Top of DATA LISTING

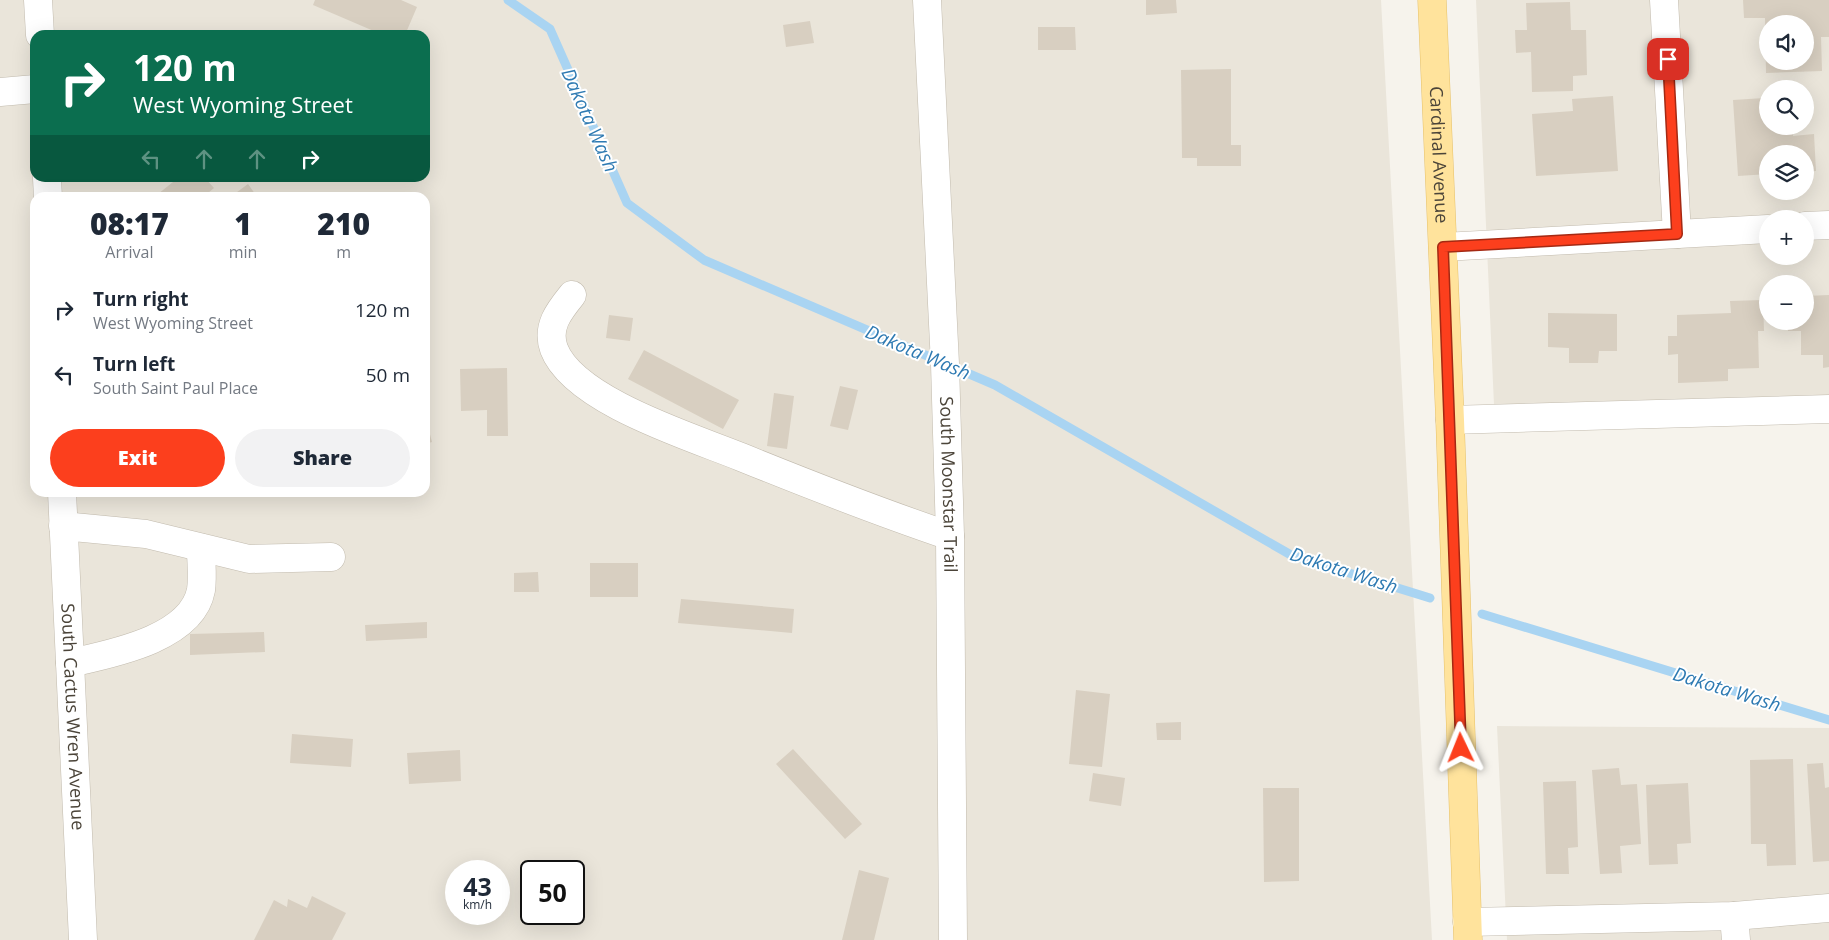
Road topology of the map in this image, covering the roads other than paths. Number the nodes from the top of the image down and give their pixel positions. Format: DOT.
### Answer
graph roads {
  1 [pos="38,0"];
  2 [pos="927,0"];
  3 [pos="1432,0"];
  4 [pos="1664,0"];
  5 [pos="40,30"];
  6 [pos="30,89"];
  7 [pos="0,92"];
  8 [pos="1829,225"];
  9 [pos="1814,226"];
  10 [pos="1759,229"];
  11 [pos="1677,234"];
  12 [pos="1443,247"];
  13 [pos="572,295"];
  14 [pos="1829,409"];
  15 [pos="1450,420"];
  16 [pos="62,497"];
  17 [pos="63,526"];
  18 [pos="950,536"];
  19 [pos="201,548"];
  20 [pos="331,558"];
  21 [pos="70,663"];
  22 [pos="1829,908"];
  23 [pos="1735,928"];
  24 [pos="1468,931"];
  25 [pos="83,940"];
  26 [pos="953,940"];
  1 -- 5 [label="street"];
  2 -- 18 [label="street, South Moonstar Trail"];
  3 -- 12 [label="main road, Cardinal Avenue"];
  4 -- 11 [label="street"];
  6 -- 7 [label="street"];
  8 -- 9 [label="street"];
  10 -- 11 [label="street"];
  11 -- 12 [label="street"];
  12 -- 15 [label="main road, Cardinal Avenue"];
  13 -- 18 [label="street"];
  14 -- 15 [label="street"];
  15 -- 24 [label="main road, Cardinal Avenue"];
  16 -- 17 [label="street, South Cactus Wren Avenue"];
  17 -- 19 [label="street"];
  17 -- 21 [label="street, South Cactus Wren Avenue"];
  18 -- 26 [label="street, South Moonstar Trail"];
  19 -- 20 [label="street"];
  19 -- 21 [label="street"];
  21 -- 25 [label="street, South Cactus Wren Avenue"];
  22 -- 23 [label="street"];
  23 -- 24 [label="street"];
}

Bottom of DATA LISTING

ACTIVITY: Skipping the images, write out the whole listing exactly.

REPLY TO THE EXERCISE:
Road topology of the map in this image, covering the roads other than paths. Number the nodes from the top of the image down and give their pixel positions. Format: DOT.
### Answer
graph roads {
  1 [pos="38,0"];
  2 [pos="927,0"];
  3 [pos="1432,0"];
  4 [pos="1664,0"];
  5 [pos="40,30"];
  6 [pos="30,89"];
  7 [pos="0,92"];
  8 [pos="1829,225"];
  9 [pos="1814,226"];
  10 [pos="1759,229"];
  11 [pos="1677,234"];
  12 [pos="1443,247"];
  13 [pos="572,295"];
  14 [pos="1829,409"];
  15 [pos="1450,420"];
  16 [pos="62,497"];
  17 [pos="63,526"];
  18 [pos="950,536"];
  19 [pos="201,548"];
  20 [pos="331,558"];
  21 [pos="70,663"];
  22 [pos="1829,908"];
  23 [pos="1735,928"];
  24 [pos="1468,931"];
  25 [pos="83,940"];
  26 [pos="953,940"];
  1 -- 5 [label="street"];
  2 -- 18 [label="street, South Moonstar Trail"];
  3 -- 12 [label="main road, Cardinal Avenue"];
  4 -- 11 [label="street"];
  6 -- 7 [label="street"];
  8 -- 9 [label="street"];
  10 -- 11 [label="street"];
  11 -- 12 [label="street"];
  12 -- 15 [label="main road, Cardinal Avenue"];
  13 -- 18 [label="street"];
  14 -- 15 [label="street"];
  15 -- 24 [label="main road, Cardinal Avenue"];
  16 -- 17 [label="street, South Cactus Wren Avenue"];
  17 -- 19 [label="street"];
  17 -- 21 [label="street, South Cactus Wren Avenue"];
  18 -- 26 [label="street, South Moonstar Trail"];
  19 -- 20 [label="street"];
  19 -- 21 [label="street"];
  21 -- 25 [label="street, South Cactus Wren Avenue"];
  22 -- 23 [label="street"];
  23 -- 24 [label="street"];
}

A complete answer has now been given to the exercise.